What are the lines below, starting at the line containing "thumb cmc: (306, 319)" and ending at the line containing "index dip: (1250, 874)"? Write them out exactly, ends included, without pictures.

## Provided material
Content starts

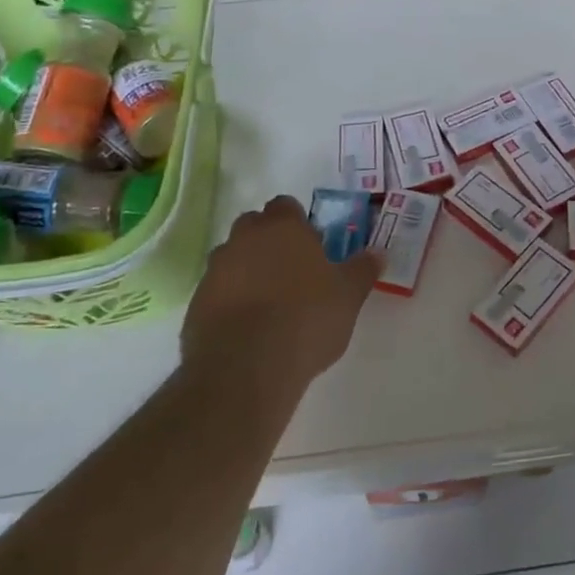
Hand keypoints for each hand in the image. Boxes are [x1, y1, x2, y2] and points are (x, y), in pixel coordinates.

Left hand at [181, 196, 378, 390]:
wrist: (245, 368)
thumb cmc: (306, 319)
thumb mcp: (348, 296)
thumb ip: (362, 270)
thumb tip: (378, 252)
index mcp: (283, 228)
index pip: (285, 206)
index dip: (298, 223)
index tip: (312, 247)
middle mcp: (244, 239)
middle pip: (254, 227)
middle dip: (269, 242)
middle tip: (292, 272)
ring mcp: (215, 270)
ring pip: (233, 258)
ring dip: (247, 271)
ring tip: (269, 303)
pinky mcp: (196, 304)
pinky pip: (217, 292)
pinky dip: (230, 301)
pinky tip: (248, 329)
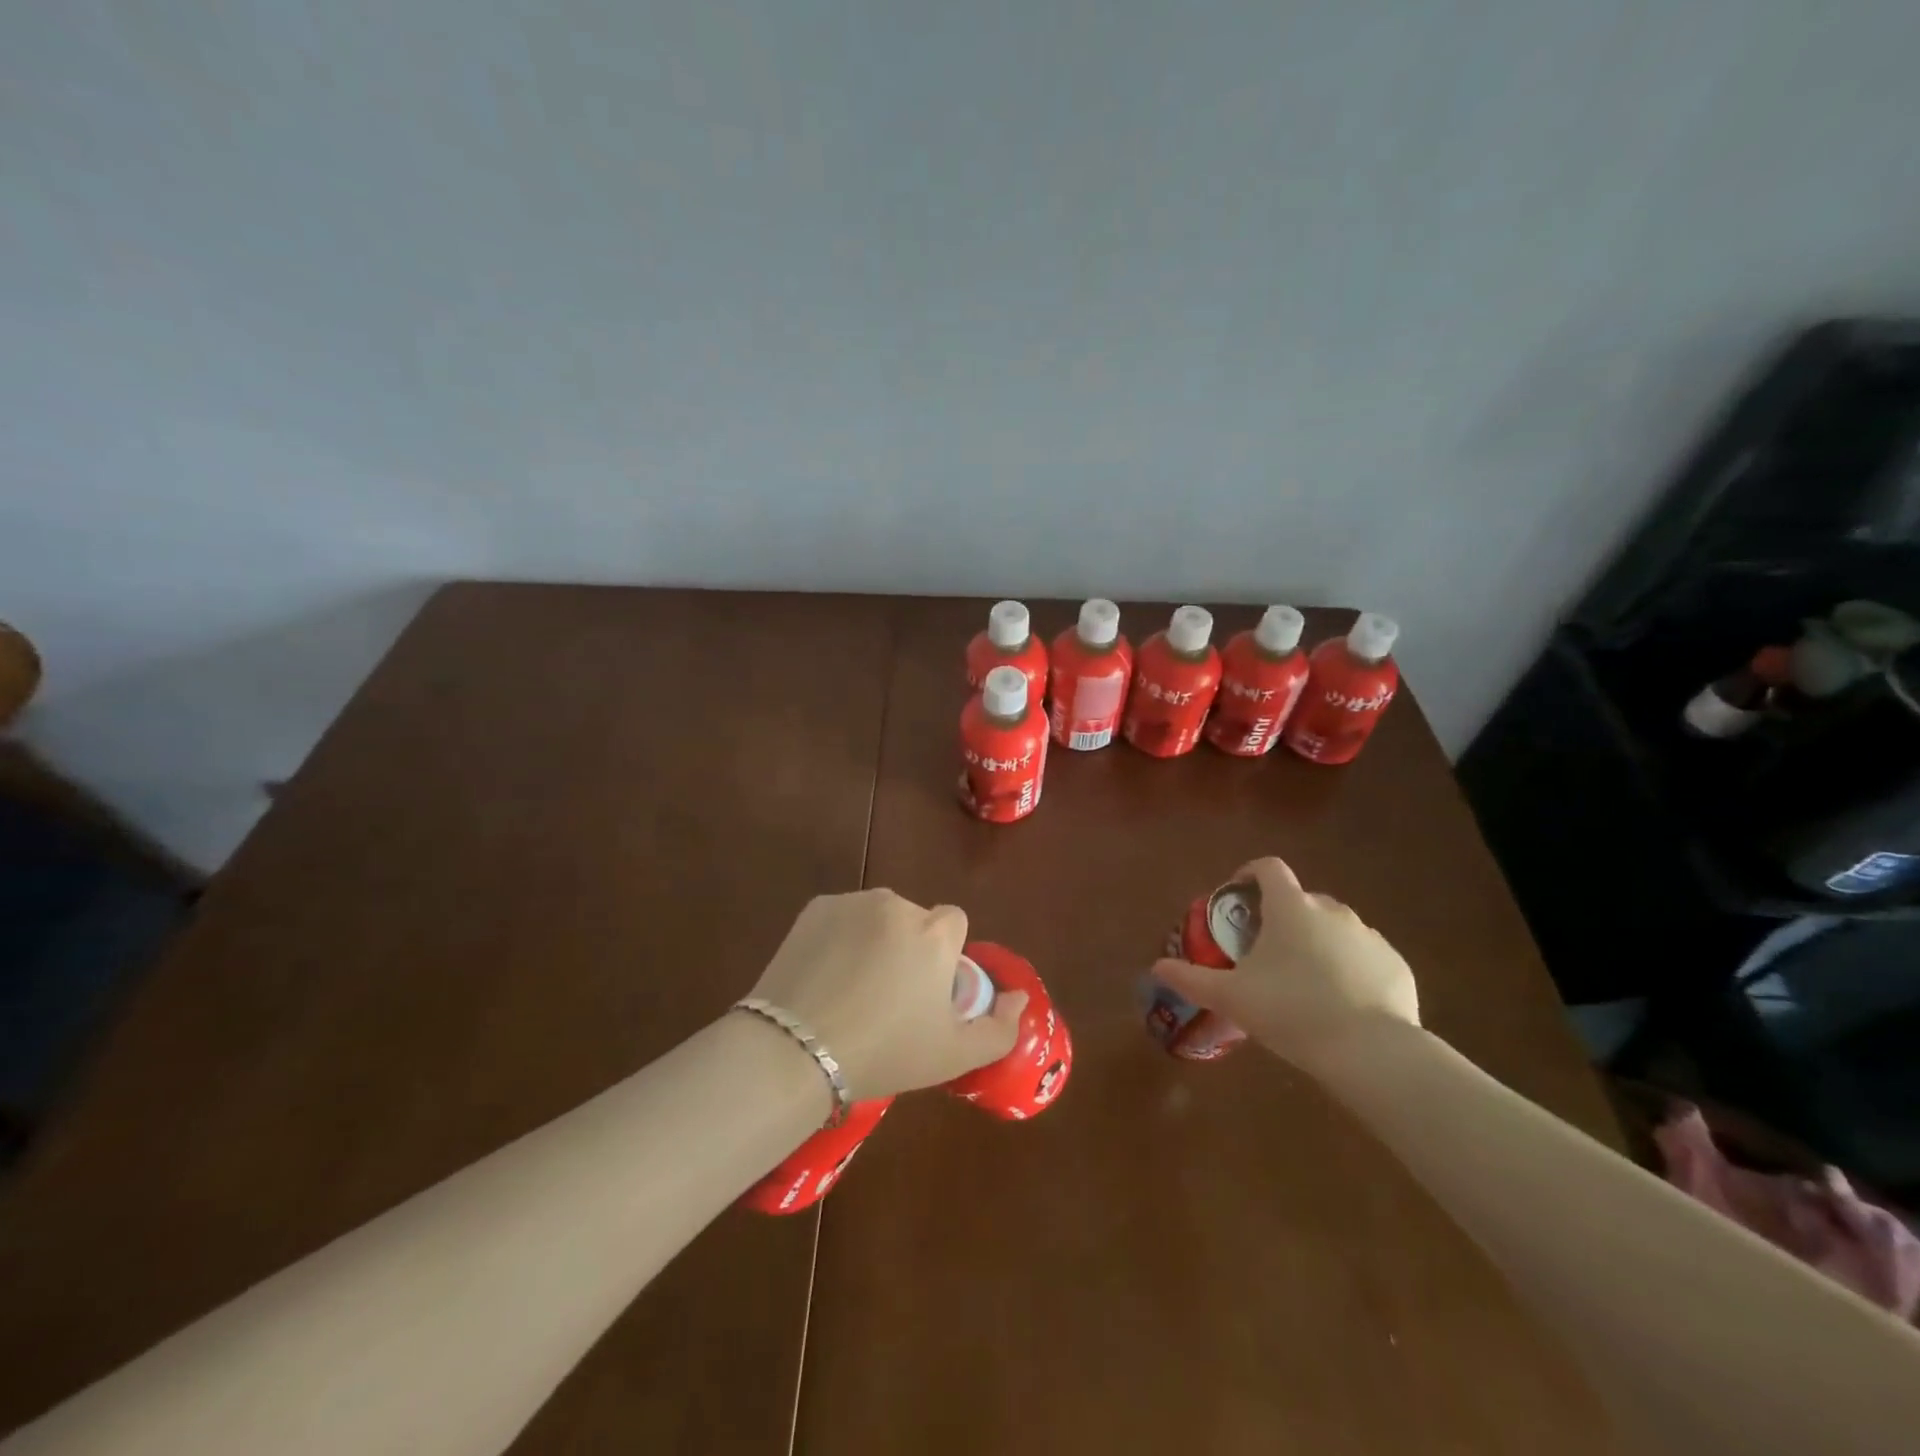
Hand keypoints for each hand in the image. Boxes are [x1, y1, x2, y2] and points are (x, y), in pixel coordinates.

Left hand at [746, 889, 1027, 1100]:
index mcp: (935, 933)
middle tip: (887, 997)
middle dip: (909, 948)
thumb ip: (999, 1027)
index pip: (954, 923)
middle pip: (915, 920)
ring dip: (874, 939)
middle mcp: (897, 905)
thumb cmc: (885, 1053)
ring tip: (850, 989)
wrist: (796, 1050)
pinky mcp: (816, 907)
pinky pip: (842, 917)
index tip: (926, 992)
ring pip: (878, 917)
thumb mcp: (953, 1055)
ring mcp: (853, 902)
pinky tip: (824, 975)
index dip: (944, 956)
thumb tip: (1018, 997)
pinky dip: (840, 937)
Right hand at [1153, 857, 1417, 1063]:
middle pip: (1302, 900)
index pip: (1269, 868)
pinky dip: (1350, 968)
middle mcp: (1332, 911)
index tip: (1238, 896)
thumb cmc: (1291, 1011)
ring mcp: (1369, 937)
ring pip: (1335, 928)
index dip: (1250, 874)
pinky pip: (1365, 956)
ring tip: (1305, 981)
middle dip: (1283, 917)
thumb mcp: (1231, 997)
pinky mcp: (1396, 965)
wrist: (1371, 1052)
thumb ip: (1191, 978)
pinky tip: (1342, 1002)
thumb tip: (1157, 967)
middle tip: (1266, 952)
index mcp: (1291, 908)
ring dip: (1317, 942)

Content ends

## Output
thumb cmc: (306, 319)
thumb mcp: (348, 296)
thumb ip: (362, 270)
thumb tip: (378, 252)
index mcp: (283, 228)
index pip: (285, 206)
index dip: (298, 223)
index tip: (312, 247)
middle mcp: (244, 239)
middle pip: (254, 227)
middle dip: (269, 242)
middle tip: (292, 272)
ring mcp: (215, 270)
ring pip: (233, 258)
ring dip: (247, 271)
ring tip: (269, 303)
pinky mcp: (196, 304)
pinky pip: (217, 292)
pinky dip: (230, 301)
pinky tip: (248, 329)
Hand keypoints for each hand in the image. Boxes are [x1, y1, x2, y2] and points are (x, y), in pixel coordinates.

Left hand at [746, 889, 1027, 1100]:
index mcp: (935, 933)
middle tip: (887, 997)
middle dip: (909, 948)
thumb ip: (999, 1027)
index pip: (954, 923)
middle pip: (915, 920)
ring dip: (874, 939)
middle mcp: (897, 905)
thumb cmc: (885, 1053)
ring tip: (850, 989)
wrist: (796, 1050)
pinky mcp: (816, 907)
pinky pip: (842, 917)
index tip: (926, 992)
ring pip: (878, 917)
thumb mcp: (953, 1055)
ring mcp: (853, 902)
pinky tip: (824, 975)
index dip: (944, 956)
thumb tip: (1018, 997)
pinky dip: (840, 937)
Right hand at [1153, 857, 1417, 1063]:
middle pip: (1302, 900)
index pip: (1269, 868)
pinky dip: (1350, 968)
middle mcp: (1332, 911)
index tip: (1238, 896)
thumb cmc: (1291, 1011)
ring mcp: (1369, 937)
ring pip: (1335, 928)
index dip: (1250, 874)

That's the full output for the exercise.